[[ EXCERPTED RECORDS open ]]

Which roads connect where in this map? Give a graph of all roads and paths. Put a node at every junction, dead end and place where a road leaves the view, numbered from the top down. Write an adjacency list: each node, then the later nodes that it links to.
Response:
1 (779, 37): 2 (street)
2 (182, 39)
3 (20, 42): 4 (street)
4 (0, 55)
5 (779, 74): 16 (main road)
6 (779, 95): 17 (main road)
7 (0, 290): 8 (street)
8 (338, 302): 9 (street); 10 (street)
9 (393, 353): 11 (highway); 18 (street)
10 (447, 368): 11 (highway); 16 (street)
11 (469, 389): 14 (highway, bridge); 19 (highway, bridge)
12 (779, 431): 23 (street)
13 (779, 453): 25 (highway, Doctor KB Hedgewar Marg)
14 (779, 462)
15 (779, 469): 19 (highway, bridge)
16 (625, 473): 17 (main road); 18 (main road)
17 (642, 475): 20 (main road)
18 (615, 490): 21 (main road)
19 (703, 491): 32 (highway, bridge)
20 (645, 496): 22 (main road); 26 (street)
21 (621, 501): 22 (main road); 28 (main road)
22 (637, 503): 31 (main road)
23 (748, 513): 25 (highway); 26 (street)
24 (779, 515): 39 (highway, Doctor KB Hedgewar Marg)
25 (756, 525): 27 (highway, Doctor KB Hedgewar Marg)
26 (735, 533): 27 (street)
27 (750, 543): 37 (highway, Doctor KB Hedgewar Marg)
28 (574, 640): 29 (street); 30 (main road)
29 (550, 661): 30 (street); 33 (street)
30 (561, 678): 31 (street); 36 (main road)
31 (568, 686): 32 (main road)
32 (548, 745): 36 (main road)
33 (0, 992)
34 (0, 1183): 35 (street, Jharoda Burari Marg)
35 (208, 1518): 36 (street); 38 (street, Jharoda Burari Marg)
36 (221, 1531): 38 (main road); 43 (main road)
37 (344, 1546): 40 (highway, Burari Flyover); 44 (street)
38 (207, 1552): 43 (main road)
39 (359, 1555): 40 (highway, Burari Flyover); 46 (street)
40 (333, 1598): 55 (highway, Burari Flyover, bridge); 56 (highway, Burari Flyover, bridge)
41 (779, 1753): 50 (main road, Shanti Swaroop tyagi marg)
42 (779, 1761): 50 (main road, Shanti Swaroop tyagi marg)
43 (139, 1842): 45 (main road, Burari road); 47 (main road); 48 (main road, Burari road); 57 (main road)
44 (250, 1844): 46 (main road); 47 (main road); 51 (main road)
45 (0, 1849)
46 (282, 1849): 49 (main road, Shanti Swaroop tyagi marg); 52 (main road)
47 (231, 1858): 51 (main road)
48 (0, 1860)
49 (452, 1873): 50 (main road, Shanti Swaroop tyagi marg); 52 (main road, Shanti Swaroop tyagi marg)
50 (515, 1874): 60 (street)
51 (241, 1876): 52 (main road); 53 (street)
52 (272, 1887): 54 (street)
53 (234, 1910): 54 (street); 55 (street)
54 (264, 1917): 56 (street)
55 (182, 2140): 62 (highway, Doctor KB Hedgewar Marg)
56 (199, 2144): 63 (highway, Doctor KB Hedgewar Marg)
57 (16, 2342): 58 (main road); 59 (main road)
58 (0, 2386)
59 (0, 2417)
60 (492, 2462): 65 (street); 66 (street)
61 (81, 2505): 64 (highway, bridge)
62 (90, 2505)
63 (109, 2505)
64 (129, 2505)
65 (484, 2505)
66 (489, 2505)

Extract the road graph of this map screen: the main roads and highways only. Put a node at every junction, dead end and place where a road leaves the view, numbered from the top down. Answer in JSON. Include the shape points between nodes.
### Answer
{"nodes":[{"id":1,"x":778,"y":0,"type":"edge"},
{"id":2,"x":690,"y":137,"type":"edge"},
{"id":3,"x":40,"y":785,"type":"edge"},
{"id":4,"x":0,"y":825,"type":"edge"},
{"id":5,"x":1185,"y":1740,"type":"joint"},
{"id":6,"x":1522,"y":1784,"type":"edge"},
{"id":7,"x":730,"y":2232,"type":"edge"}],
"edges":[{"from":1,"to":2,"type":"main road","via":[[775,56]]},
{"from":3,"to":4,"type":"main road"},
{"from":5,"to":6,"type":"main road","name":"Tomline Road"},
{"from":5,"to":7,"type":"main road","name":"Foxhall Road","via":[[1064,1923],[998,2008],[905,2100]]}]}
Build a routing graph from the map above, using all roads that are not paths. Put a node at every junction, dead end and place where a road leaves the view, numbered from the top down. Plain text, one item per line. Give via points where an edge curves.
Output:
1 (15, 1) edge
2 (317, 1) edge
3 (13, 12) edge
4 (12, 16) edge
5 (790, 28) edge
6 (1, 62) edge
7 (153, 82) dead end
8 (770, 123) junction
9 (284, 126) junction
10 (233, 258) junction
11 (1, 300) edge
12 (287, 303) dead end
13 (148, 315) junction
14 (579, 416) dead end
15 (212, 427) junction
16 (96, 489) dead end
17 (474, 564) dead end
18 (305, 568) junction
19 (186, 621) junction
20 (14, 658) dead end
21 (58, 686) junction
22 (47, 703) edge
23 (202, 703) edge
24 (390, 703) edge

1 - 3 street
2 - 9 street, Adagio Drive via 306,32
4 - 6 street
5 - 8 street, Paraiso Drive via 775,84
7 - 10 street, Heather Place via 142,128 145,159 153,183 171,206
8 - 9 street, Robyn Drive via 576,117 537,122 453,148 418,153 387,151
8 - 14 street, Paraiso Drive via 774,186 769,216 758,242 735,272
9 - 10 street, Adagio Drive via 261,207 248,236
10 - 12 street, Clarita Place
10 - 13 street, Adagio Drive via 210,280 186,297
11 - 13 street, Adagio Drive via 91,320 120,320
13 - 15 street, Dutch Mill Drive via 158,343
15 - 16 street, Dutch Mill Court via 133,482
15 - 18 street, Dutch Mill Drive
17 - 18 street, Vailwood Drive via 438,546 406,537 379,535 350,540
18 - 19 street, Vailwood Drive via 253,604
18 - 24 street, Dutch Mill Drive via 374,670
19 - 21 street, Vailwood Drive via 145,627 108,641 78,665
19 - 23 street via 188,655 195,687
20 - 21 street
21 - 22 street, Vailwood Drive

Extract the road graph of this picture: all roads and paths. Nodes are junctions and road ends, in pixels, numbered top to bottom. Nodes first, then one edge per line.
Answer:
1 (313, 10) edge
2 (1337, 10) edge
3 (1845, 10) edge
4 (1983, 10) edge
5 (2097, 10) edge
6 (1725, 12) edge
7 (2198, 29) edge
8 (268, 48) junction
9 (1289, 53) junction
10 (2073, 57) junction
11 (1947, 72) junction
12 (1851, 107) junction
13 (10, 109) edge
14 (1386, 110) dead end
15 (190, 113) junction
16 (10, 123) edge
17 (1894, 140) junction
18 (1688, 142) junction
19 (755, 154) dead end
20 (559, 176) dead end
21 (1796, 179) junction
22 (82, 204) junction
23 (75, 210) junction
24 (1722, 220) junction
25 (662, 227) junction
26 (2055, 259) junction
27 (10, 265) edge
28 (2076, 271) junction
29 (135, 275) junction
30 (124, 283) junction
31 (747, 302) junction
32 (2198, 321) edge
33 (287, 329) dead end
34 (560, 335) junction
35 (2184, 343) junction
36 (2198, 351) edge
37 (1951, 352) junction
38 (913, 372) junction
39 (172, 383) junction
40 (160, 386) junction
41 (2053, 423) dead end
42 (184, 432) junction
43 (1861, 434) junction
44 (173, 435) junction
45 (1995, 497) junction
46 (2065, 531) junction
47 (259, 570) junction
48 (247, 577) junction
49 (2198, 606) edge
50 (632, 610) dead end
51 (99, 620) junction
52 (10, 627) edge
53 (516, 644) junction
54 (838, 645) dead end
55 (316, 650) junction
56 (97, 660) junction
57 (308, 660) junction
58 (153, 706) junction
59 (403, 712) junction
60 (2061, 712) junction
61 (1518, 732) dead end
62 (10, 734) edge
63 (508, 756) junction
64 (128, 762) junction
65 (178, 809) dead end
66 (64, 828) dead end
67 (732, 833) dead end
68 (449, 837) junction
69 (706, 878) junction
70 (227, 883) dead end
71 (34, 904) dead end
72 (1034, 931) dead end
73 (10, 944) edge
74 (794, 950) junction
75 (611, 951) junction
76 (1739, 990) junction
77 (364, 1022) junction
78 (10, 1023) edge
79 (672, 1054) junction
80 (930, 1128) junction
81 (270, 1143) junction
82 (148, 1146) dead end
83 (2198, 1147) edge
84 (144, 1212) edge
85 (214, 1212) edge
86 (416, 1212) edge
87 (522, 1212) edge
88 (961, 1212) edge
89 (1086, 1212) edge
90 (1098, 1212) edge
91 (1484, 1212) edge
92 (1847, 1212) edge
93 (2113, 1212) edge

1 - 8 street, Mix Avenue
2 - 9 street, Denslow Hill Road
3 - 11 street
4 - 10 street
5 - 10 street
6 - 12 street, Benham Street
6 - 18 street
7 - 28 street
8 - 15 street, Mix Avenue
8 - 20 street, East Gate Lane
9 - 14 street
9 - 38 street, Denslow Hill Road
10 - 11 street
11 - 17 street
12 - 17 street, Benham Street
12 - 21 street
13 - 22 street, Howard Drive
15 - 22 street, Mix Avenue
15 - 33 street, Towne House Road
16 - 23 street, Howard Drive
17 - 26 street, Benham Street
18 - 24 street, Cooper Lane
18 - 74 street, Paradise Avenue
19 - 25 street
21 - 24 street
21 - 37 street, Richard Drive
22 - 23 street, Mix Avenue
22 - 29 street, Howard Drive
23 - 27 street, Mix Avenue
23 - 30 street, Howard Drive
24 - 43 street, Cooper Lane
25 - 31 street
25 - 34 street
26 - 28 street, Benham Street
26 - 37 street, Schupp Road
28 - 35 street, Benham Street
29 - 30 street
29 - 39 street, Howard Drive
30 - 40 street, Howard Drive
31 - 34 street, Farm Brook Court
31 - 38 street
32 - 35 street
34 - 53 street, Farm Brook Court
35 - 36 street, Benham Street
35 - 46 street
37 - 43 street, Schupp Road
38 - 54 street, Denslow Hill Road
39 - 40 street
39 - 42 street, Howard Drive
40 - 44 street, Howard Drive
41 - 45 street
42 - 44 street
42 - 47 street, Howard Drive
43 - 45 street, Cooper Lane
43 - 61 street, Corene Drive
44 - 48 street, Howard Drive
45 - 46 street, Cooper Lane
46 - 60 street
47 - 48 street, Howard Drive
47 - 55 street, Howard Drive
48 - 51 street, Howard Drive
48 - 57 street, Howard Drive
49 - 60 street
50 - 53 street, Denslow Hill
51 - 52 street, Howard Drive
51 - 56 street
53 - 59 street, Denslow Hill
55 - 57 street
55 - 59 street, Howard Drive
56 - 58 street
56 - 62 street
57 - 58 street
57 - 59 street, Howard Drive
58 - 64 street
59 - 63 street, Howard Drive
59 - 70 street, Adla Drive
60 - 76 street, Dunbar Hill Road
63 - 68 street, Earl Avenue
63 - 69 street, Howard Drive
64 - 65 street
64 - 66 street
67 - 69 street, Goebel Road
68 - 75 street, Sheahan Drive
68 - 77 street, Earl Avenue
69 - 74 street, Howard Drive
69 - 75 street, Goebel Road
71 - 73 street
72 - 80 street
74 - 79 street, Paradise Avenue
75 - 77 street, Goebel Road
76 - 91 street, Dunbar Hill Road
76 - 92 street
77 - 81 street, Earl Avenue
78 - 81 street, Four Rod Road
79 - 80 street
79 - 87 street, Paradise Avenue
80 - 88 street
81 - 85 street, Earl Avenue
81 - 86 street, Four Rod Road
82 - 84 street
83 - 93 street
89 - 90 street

[[ EXCERPTED RECORDS closed ]]

EXERCISE GOAL: Write out every line from the entries where "then" appears.

WORKED SOLUTION:
Which roads connect where in this map? Give a graph of all roads and paths. Put a node at every junction, dead end and place where a road leaves the view, numbered from the top down. Write an adjacency list: each node, then the later nodes that it links to.
Extract the road graph of this picture: all roads and paths. Nodes are junctions and road ends, in pixels, numbered top to bottom. Nodes first, then one edge per line.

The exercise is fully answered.